Previously such optical-sensing attempts have used resonators with a finesse (a measure of the reflectivity of the optics and thus the sharpness of the cavity resonance) on the order of 10. The quality of the substrates and coatings in the new research resulted in a finesse of 30,000. Such a high finesse allows a high cavity-storage time, or number of round trips in the cavity, effectively increasing the sensitivity of the displacement measurement to 4 × 10-19 mHz-1/2 at 1 MHz. This sensitivity-corresponding to a billionth of the size of a single atom for a 1 s measurement time-represents an improvement of three orders of magnitude over the best previous approach of using single-electron transistors as detectors in nanoscale resonators.2
Passive radiation cooling
But the most significant result, says Cohadon, is the demonstration of cooling solely due to radiation pressure. In 1999, the same team pioneered an active, feedback-controlled cooling mechanism that registered the displacements of a cavity mirror and canceled them with externally applied radiation pressure in a scheme akin to noise-canceling headphones.3 But in the new work, Cohadon says, “the intracavity radiation pressure does everything by itself; it is a ‘passive’ mechanism.”
Nonlinear coupling between mirror motion and the optical field results in an “optical-spring” effect: by detuning the cavity from resonance, the intracavity radiation pressure is modified by the mirror’s motion and the corresponding radiation pressure modifies the effective “spring constant.” The finite storage time of the cavity creates a lag between mirror displacements and changes in the force, and the mirror is subjected to a force with a component proportional to its velocity. The result is additional damping-made significant by the high-finesse cavity-that effectively quenches the Brownian motion of the mirror, lowering its temperature.
Such self-cooling techniques are a tantalizing prospect for those who work at the border between classical and quantum physics; the researchers have already characterized their system for experiments in search of macroscopic quantum ground states and zero-point fluctuations.4 With only the quantum noise as a fundamental limit, the next steps are the study of the quantum aspects of both the resonators themselves and the light field contained within.

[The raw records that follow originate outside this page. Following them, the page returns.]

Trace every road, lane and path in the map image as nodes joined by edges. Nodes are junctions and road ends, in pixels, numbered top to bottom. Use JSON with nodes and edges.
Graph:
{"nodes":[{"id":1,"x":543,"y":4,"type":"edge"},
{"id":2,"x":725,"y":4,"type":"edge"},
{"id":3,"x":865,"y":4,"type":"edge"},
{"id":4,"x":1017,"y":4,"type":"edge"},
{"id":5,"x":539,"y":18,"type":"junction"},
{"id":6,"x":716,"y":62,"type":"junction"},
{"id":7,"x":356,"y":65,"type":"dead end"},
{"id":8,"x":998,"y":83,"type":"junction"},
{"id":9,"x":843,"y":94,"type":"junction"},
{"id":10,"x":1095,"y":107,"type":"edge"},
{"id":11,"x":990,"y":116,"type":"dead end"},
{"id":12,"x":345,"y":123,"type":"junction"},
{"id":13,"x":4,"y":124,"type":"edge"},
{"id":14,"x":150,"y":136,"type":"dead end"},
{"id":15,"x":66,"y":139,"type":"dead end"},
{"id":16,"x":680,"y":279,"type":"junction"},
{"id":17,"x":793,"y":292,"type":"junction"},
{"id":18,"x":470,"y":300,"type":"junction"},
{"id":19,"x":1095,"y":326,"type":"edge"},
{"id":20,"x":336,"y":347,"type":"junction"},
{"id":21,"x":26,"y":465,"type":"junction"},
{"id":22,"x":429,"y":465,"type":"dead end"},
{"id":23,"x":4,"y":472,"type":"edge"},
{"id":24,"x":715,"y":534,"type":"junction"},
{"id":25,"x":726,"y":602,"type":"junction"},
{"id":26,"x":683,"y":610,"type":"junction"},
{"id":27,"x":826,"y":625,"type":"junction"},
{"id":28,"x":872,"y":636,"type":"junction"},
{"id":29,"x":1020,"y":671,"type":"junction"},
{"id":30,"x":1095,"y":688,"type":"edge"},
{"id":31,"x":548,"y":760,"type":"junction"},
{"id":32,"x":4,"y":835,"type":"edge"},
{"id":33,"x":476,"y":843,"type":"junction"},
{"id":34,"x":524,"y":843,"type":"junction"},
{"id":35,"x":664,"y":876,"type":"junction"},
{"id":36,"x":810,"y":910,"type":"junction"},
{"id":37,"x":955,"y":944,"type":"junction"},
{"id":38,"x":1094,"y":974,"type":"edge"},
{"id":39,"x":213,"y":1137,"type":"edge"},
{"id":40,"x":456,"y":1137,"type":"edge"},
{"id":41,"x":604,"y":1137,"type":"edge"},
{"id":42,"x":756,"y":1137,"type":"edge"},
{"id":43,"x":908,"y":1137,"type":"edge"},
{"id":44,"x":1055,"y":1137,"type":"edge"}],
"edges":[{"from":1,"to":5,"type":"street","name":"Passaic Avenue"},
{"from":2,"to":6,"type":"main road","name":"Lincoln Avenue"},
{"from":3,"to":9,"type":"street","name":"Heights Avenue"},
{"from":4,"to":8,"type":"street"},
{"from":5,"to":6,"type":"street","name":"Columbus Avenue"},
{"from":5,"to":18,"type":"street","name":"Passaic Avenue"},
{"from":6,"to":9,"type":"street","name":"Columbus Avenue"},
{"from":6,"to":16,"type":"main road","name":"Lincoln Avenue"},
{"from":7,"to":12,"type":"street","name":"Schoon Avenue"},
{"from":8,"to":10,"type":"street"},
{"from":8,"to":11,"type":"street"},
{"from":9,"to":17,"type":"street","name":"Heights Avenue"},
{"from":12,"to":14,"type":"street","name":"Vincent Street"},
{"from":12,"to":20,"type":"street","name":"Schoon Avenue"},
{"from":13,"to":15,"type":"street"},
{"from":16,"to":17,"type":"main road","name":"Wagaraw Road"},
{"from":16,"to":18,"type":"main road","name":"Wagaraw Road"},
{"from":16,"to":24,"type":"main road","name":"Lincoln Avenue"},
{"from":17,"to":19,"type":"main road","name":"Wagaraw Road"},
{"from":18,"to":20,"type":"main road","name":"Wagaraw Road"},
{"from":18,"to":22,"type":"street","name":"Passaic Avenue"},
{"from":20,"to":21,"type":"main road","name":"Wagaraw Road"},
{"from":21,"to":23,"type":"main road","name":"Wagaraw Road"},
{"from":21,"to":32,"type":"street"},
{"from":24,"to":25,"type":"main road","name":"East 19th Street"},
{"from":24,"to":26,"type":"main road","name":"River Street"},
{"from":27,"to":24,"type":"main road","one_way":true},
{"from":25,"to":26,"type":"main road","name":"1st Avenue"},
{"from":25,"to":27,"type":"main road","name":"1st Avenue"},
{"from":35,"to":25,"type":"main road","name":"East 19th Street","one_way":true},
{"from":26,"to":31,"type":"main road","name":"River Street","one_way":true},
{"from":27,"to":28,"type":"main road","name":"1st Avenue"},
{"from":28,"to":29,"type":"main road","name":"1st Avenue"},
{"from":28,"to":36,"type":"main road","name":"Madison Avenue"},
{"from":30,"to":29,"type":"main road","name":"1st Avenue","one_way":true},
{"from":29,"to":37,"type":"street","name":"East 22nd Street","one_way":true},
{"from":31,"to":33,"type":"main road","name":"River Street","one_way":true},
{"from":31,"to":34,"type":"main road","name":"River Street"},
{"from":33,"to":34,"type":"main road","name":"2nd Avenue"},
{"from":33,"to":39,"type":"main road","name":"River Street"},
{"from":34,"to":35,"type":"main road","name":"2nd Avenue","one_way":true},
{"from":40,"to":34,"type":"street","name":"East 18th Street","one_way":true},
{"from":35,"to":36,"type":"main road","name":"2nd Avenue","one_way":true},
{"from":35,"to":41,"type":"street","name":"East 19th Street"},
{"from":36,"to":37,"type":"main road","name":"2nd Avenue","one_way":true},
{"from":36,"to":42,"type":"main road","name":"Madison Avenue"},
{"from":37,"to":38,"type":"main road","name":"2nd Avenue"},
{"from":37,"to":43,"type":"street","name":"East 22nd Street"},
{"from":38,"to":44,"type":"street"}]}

In contrast to the previous most effective nanoresonator approach, the current method must necessarily use resonators at least as big as the micron-scale laser spot, meaning lower displacements and lower ultimate temperatures required to reach the quantum ground state. But Cohadon is convinced that the technique can do the cooling itself and has sensitivity to spare, noting that there is room for improvement in the finesse limited only by the quality of the resonator optics.
“As for the long-term goal to see the quantum ground state of a mechanical resonator,” he says, “performing the experiment at liquid-helium temperature or below is of course a required beginning.” That gives a head start of two orders of magnitude in temperature. From there, the passive-cooling mechanism should bring the experiment firmly up against Heisenberg’s limit, at which point condensed-matter research will truly make a quantum leap.
1. Arcizet et. al., Nature 444, 71 (2006).
2. LaHaye et. al., Science 304, 74 (2004).
3. Cohadon et. al., Phys. Rev. Lett. 83, 3174 (1999).
4. Arcizet et. al., Phys. Rev. Lett. 97, 133601 (2006).